The rate of multi-drug-resistant infections was not as high as expected [17], and also not related to greater mortality rates, consistent with previous reports [15,18]. Because we did not differentiate between community-acquired and hospital-acquired infections, the present data consist of both. The mixture of the hospital-acquired and community-acquired infection patients may have accounted for the relatively low rate of the resistant organism related infections.
Mortality rates were greater in patients who had inappropriate empiric therapy, those who were not de-escalated, and those who had multi-drug-resistant infections. This trend was also consistent with previous reports [13,19]. These observations may be interdependent, because the greater incidence of resistant infections will likely contribute to a greater rate of inappropriate empiric therapy, and thus the lower rate of de-escalation.
This study has several limitations. First, because the patients are from a single university hospital, the patients enrolled may be biased towards more intensive treatment on admission. The second limitation is the relatively small number of the study population. A larger population is required for more generalized analyses and recommendations. Thirdly, the retrospective nature of the study disables the possibility to preclude bias from other treatment modalities.
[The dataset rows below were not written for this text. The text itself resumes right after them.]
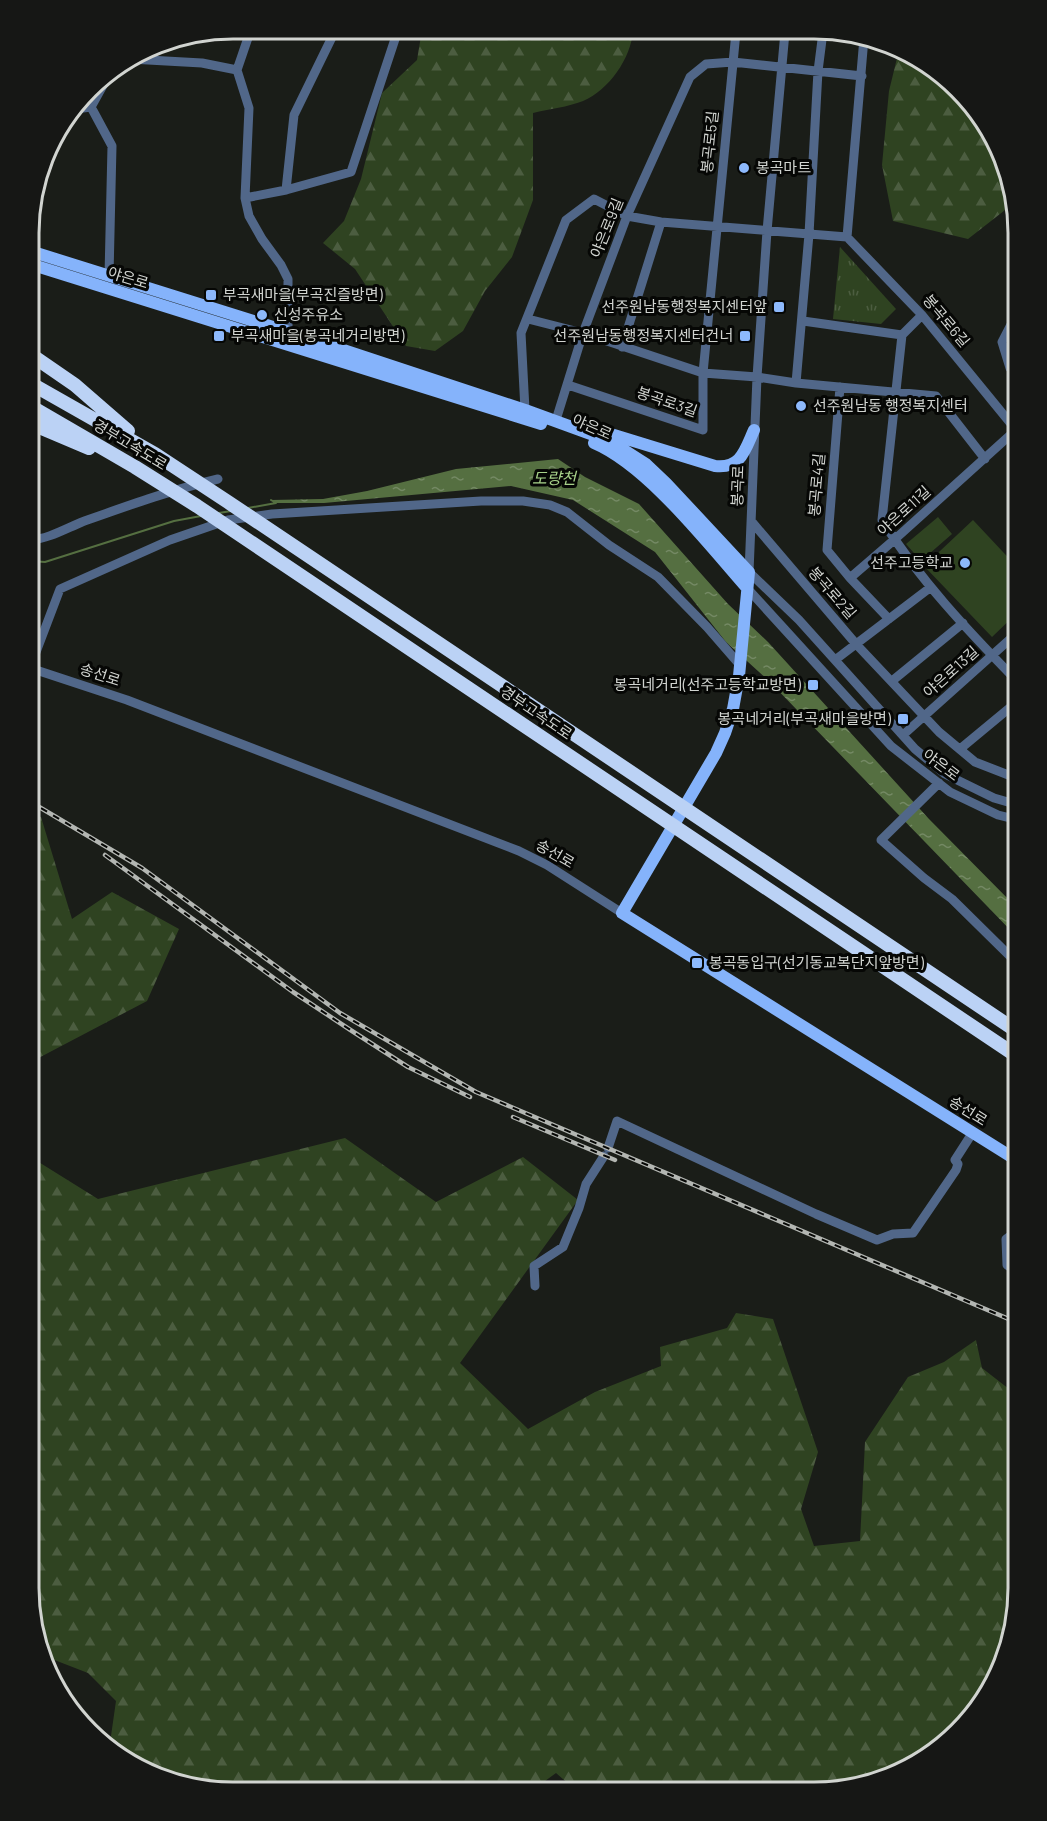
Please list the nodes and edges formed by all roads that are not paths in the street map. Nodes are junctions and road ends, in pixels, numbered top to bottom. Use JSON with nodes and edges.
{"nodes":[{"id":1,"x":248,"y":39,"type":"edge"},
{"id":2,"x":331,"y":39,"type":"edge"},
{"id":3,"x":395,"y":39,"type":"edge"},
{"id":4,"x":735,"y":39,"type":"edge"},
{"id":5,"x":784,"y":39,"type":"edge"},
{"id":6,"x":822,"y":39,"type":"edge"},
{"id":7,"x":864,"y":46,"type":"edge"},
{"id":8,"x":145,"y":60,"type":"edge"},
{"id":9,"x":733,"y":63,"type":"junction"},
{"id":10,"x":782,"y":68,"type":"junction"},
{"id":11,"x":237,"y":70,"type":"junction"},
{"id":12,"x":818,"y":71,"type":"junction"},
{"id":13,"x":862,"y":76,"type":"junction"},
{"id":14,"x":98,"y":94,"type":"edge"},
{"id":15,"x":91,"y":107,"type":"junction"},
{"id":16,"x":85,"y":108,"type":"edge"},
{"id":17,"x":286,"y":190,"type":"junction"},
{"id":18,"x":245,"y":198,"type":"junction"},
{"id":19,"x":627,"y":216,"type":"junction"},
{"id":20,"x":661,"y":222,"type":"junction"},
{"id":21,"x":716,"y":225,"type":"junction"},
{"id":22,"x":766,"y":231,"type":"junction"},
{"id":23,"x":809,"y":234,"type":"junction"},
{"id":24,"x":847,"y":237,"type":"junction"},
{"id":25,"x":39,"y":254,"type":"edge"},
{"id":26,"x":39,"y":267,"type":"edge"},
{"id":27,"x":109,"y":276,"type":"junction"},
{"id":28,"x":922,"y":315,"type":"junction"},
{"id":29,"x":528,"y":318,"type":"junction"},
{"id":30,"x":803,"y":321,"type":"junction"},
{"id":31,"x":1008,"y":330,"type":"edge"},
{"id":32,"x":583,"y":333,"type":"junction"},
{"id":33,"x":902,"y":336,"type":"junction"},
{"id":34,"x":288,"y":338,"type":"junction"},
{"id":35,"x":622,"y":346,"type":"junction"},
{"id":36,"x":39,"y":360,"type":"edge"},
{"id":37,"x":1008,"y":362,"type":"edge"},
{"id":38,"x":704,"y":373,"type":"junction"},
{"id":39,"x":757,"y":376,"type":"junction"},
{"id":40,"x":796,"y":383,"type":"junction"},
{"id":41,"x":568,"y":385,"type":"junction"},
{"id":42,"x":840,"y":387,"type":"junction"},
{"id":43,"x":39,"y":388,"type":"edge"},
{"id":44,"x":897,"y":392,"type":"junction"},
{"id":45,"x":525,"y":410,"type":"junction"},
{"id":46,"x":39,"y":411,"type":"edge"},
{"id":47,"x":1008,"y":414,"type":"edge"},
{"id":48,"x":556,"y":420,"type":"junction"},
{"id":49,"x":39,"y":427,"type":"edge"},
{"id":50,"x":754,"y":430,"type":"junction"},
{"id":51,"x":1008,"y":436,"type":"edge"},
{"id":52,"x":155,"y":454,"type":"junction"},
{"id":53,"x":985,"y":459,"type":"junction"},
{"id":54,"x":135,"y":467,"type":"junction"},
{"id":55,"x":218,"y":479,"type":"dead end"},
{"id":56,"x":752,"y":522,"type":"junction"},
{"id":57,"x":39,"y":540,"type":"edge"},
{"id":58,"x":894,"y":540,"type":"junction"},
{"id":59,"x":749,"y":572,"type":"junction"},
{"id":60,"x":850,"y":578,"type":"junction"},
{"id":61,"x":931,"y":587,"type":"junction"},
{"id":62,"x":747,"y":588,"type":"junction"},
{"id":63,"x":889,"y":619,"type":"junction"},
{"id":64,"x":963,"y":623,"type":"junction"},
{"id":65,"x":1008,"y":641,"type":"edge"},
{"id":66,"x":39,"y":644,"type":"edge"},
{"id":67,"x":856,"y":644,"type":"junction"},
{"id":68,"x":992,"y":656,"type":"junction"},
{"id":69,"x":835,"y":660,"type":"junction"},
{"id":70,"x":740,"y":665,"type":"junction"},
{"id":71,"x":39,"y":671,"type":"edge"},
{"id":72,"x":1008,"y":672,"type":"edge"},
{"id":73,"x":892,"y":681,"type":"junction"},
{"id":74,"x":1008,"y":709,"type":"edge"},
{"id":75,"x":924,"y":717,"type":"junction"},
{"id":76,"x":903,"y":735,"type":"junction"},
{"id":77,"x":960,"y":749,"type":"junction"},
{"id":78,"x":1008,"y":775,"type":"edge"},
{"id":79,"x":939,"y":783,"type":"junction"},
{"id":80,"x":1008,"y":802,"type":"edge"},
{"id":81,"x":1008,"y":818,"type":"edge"},
{"id":82,"x":622,"y":913,"type":"junction"},
{"id":83,"x":1008,"y":954,"type":"edge"},
{"id":84,"x":1008,"y":1025,"type":"edge"},
{"id":85,"x":1008,"y":1050,"type":"edge"},
{"id":86,"x":973,"y":1132,"type":"junction"},
{"id":87,"x":1008,"y":1155,"type":"edge"},
{"id":88,"x":1008,"y":1238,"type":"edge"},
{"id":89,"x":1008,"y":1266,"type":"edge"},
{"id":90,"x":535,"y":1286,"type":"dead end"}],
"edges":[{"from":1,"to":11,"type":"street"},
{"from":2,"to":17,"type":"street"},
{"from":3,"to":17,"type":"street"},
{"from":4,"to":9,"type":"street","name":"봉곡로5길"},
{"from":5,"to":10,"type":"street","name":"봉곡로"},
{"from":6,"to":12,"type":"street"},
{"from":7,"to":13,"type":"street"},
{"from":8,"to":11,"type":"street"},
{"from":9,"to":10,"type":"street"},
{"from":9,"to":19,"type":"street","name":"야은로9길"},
{"from":9,"to":21,"type":"street","name":"봉곡로5길"},
{"from":10,"to":12,"type":"street"},
{"from":10,"to":22,"type":"street","name":"봉곡로"},
{"from":11,"to":18,"type":"street"},
{"from":12,"to":13,"type":"street"},
{"from":12,"to":23,"type":"street"},
{"from":13,"to":24,"type":"street"},
{"from":14,"to":15,"type":"street"},
{"from":15,"to":16,"type":"street"},
{"from":15,"to":27,"type":"street"},
{"from":17,"to":18,"type":"street"},
{"from":18,"to":34,"type":"street"},
{"from":19,"to":20,"type":"street"},
{"from":19,"to":29,"type":"street"},
{"from":19,"to":32,"type":"street","name":"야은로9길"},
{"from":20,"to":21,"type":"street"},
{"from":20,"to":35,"type":"street"},
{"from":21,"to":22,"type":"street"},
{"from":21,"to":38,"type":"street","name":"봉곡로3길"},
{"from":22,"to":23,"type":"street"},
{"from":22,"to":39,"type":"street","name":"봉곡로"},
{"from":23,"to":24,"type":"street"},
{"from":23,"to":30,"type":"street"},
{"from":24,"to":28,"type":"street","name":"봉곡로6길"},
{"from":25,"to":27,"type":"main road","name":"야은로"},
{"from":26,"to":34,"type":"main road","name":"야은로"},
{"from":27,"to":34,"type":"main road","name":"야은로"},
{"from":28,"to":33,"type":"street"},
{"from":28,"to":47,"type":"street","name":"봉곡로6길"},
{"from":29,"to":32,"type":"street"},
{"from":29,"to":45,"type":"street"},
{"from":30,"to":33,"type":"street"},
{"from":30,"to":40,"type":"street"},
{"from":31,"to":37,"type":"street"},
{"from":32,"to":35,"type":"street"},
{"from":32,"to":41,"type":"street","name":"야은로9길"},
{"from":33,"to":44,"type":"street"},
{"from":34,"to":45,"type":"main road","name":"야은로"},
{"from":34,"to":62,"type":"main road","name":"야은로"},
{"from":35,"to":38,"type":"street"},
{"from":36,"to":52,"type":"highway"},
{"from":38,"to":39,"type":"street"},
{"from":38,"to":41,"type":"street","name":"봉곡로3길"},
{"from":39,"to":40,"type":"street"},
{"from":39,"to":50,"type":"street","name":"봉곡로"},
{"from":40,"to":42,"type":"street"},
{"from":41,"to":48,"type":"street","name":"야은로9길"},
{"from":42,"to":44,"type":"street"},
{"from":42,"to":60,"type":"street","name":"봉곡로4길"},
{"from":43,"to":52,"type":"highway","name":"경부고속도로"},
{"from":44,"to":53,"type":"street"},
{"from":44,"to":58,"type":"street"},
{"from":45,"to":48,"type":"main road","name":"야은로"},
{"from":46,"to":54,"type":"highway","name":"경부고속도로"},
{"from":48,"to":50,"type":"main road"},
{"from":48,"to":59,"type":"main road","name":"야은로"},
{"from":49,"to":54,"type":"highway"},
{"from":50,"to":56,"type":"street","name":"봉곡로"},
{"from":51,"to":53,"type":"street","name":"야은로11길"},
{"from":52,"to":84,"type":"highway","name":"경부고속도로"},
{"from":53,"to":58,"type":"street","name":"야은로11길"},
{"from":54,"to":85,"type":"highway","name":"경부고속도로"},
{"from":55,"to":57,"type":"street"},
{"from":56,"to":59,"type":"street","name":"봉곡로"},
{"from":56,"to":67,"type":"street","name":"봉곡로2길"},
{"from":58,"to":60,"type":"street","name":"야은로11길"},
{"from":58,"to":61,"type":"street"},
{"from":59,"to":62,"type":"main road","name":"봉곡로"},
{"from":59,"to":69,"type":"street","name":"야은로"},
{"from":60,"to":63,"type":"street"},
{"from":61,"to":63,"type":"street"},
{"from":61,"to":64,"type":"street"},
{"from":62,"to":70,"type":"main road","name":"봉곡로"},
{"from":62,"to":79,"type":"street","name":"야은로"},
{"from":63,"to":67,"type":"street"},
{"from":64,"to":68,"type":"street"},
{"from":64,"to":73,"type":"street"},
{"from":65,"to":68,"type":"street","name":"야은로13길"},
{"from":66,"to":70,"type":"street"},
{"from":67,"to":69,"type":"street"},
{"from":67,"to":73,"type":"street","name":"봉곡로2길"},
{"from":68,"to":72,"type":"street"},
{"from":68,"to":75,"type":"street","name":"야은로13길"},
{"from":69,"to":76,"type":"street","name":"야은로"},
{"from":70,"to":82,"type":"main road","name":"봉곡로"},
{"from":71,"to":82,"type":"street","name":"송선로"},
{"from":73,"to":75,"type":"street","name":"봉곡로2길"},
{"from":74,"to":77,"type":"street"},
{"from":75,"to":76,"type":"street","name":"야은로13길"},
{"from":75,"to":77,"type":"street","name":"봉곡로2길"},
{"from":76,"to":80,"type":"street","name":"야은로"},
{"from":77,"to":78,"type":"street","name":"봉곡로2길"},
{"from":79,"to":81,"type":"street","name":"야은로"},
{"from":79,"to":83,"type":"street"},
{"from":82,"to":86,"type":"main road","name":"송선로"},
{"from":86,"to":87,"type":"main road","name":"송선로"},
{"from":86,"to":90,"type":"street"},
{"from":88,"to":89,"type":"street"}]}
Although most of the treatments are carried out according to the decisions made through clinical conferences, treatment protocols and available medical resources may have varied slightly during the study period.
Conclusion
Empiric antibiotic therapy was acceptable for severe sepsis and septic shock patients treated in the ICU. The appropriate selection of empiric antibiotics was related to a greater rate of de-escalation and better survival. Risk of multi-drug-resistant bacterial infection was not as high as expected, but will need further attention in the future.
Footnotes
Author Disclosure Statement
The authors have no commercial associations to disclose that might create a conflict of interest concerning this manuscript.